Aber Ghialiskari (gute Badegelegenheit, Schatten und Strandcafé) und Vourkari sollten nur Durchgangsstationen sein für den weiteren Spaziergang (der meist auf der Straße stattfindet).
Am Ende des betonierten Kais von Vourkari beginnt ein längerer Sandstrand. Hier liegt die Taverne Ennea Korres, mit einem schönen Fernblick auf das Dorf:


„…a little further Enea Korres is considered the best place in Vourkari for fresh fish. It may be the best on the island.“  schreibt Matt Barrett.

Der Platz war schon in der Vorgeschichte ein bevorzugter Siedlungspunkt. Ein paar Schritte entfernt vom Ennea Korres finden Sie auf einer Landausbuchtung die Ausgrabungsstätte von  „Agia Irini“. Sie hat ihren Namen von der Kapelle, die oben auf dem Hügel thront.

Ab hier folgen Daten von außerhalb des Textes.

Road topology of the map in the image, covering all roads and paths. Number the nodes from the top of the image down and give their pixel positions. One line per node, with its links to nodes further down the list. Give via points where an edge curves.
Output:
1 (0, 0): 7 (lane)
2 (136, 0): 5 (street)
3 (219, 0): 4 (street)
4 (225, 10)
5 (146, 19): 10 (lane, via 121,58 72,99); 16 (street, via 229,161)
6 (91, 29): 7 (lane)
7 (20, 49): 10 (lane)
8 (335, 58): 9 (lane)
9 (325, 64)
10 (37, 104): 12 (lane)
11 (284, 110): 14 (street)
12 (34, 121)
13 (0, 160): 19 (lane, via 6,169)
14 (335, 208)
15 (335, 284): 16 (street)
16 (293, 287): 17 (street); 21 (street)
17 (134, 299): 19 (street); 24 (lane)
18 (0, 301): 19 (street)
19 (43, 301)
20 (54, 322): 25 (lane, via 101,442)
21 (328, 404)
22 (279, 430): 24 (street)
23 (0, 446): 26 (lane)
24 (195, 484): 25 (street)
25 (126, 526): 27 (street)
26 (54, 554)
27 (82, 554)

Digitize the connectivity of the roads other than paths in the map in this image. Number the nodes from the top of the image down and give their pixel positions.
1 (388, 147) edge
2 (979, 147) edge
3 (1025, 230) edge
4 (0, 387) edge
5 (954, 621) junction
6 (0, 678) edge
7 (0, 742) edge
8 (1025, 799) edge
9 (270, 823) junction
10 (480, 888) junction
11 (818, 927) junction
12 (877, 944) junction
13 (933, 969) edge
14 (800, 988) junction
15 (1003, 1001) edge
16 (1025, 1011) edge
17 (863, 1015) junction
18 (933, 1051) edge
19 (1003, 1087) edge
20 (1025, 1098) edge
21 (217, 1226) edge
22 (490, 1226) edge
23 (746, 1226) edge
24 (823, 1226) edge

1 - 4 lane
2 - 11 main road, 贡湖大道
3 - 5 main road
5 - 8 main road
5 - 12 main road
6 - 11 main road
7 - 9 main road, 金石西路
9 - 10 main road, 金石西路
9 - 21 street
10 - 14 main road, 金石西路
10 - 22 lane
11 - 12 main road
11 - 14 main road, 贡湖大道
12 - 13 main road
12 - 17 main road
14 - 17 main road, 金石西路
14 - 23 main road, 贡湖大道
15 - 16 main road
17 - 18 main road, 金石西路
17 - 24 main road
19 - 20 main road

Ausgrabungsstätte Agia Irini


Wenn Sie sich nicht vorher über diesen antiken Ort informiert haben, zum Beispiel im Archäologischen Museum in Ioulida, lohnen sich die 3 Euro Eintritt eher nicht. Hier gibt es nämlich nicht die geringste Information für Sie. Sie wandern ratlos durch ausgebuddelte Fundamente und Mäuerchen und haben nicht die geringste Vorstellung von Raum, Zweck oder Zeit der Anlage.

Als ich die Anlage besuchte, wurde sie nur von einem offenbar zu Tode gelangweilten Mädel bewacht, das auch keinen Cent Wechselgeld zur Verfügung hatte, mir aber ausdrücklich nahelegte, daß ich nur rein dürfte, wenn ich eine Maske trage. (Ich hatte eine dabei.) Aber wieso? Ich war der einzige Besucher …

Aber es geht noch weiter. Bei Koka finden man noch spärliche Reste von alten Industrie- und Hafenanlagen, dann geht es auf die schmale Halbinsel, an deren Ende das Leuchtfeuer an der Agios Nikolaos Kapelle in die Nacht blinkt. Es war jedoch mittags, um die 30°C heiß, und der Fußweg war absolut schattenlos, also habe ich auf das Erreichen des Ziels verzichtet. Der Weg führt nach links, etwa ab der Stelle, wo die betonierte Straße zu den Rohbauten auf dem Hügel beginnt:


In der Nähe ist auch eine Gedenktafel für weitere früher gescheiterte Seehelden angebracht.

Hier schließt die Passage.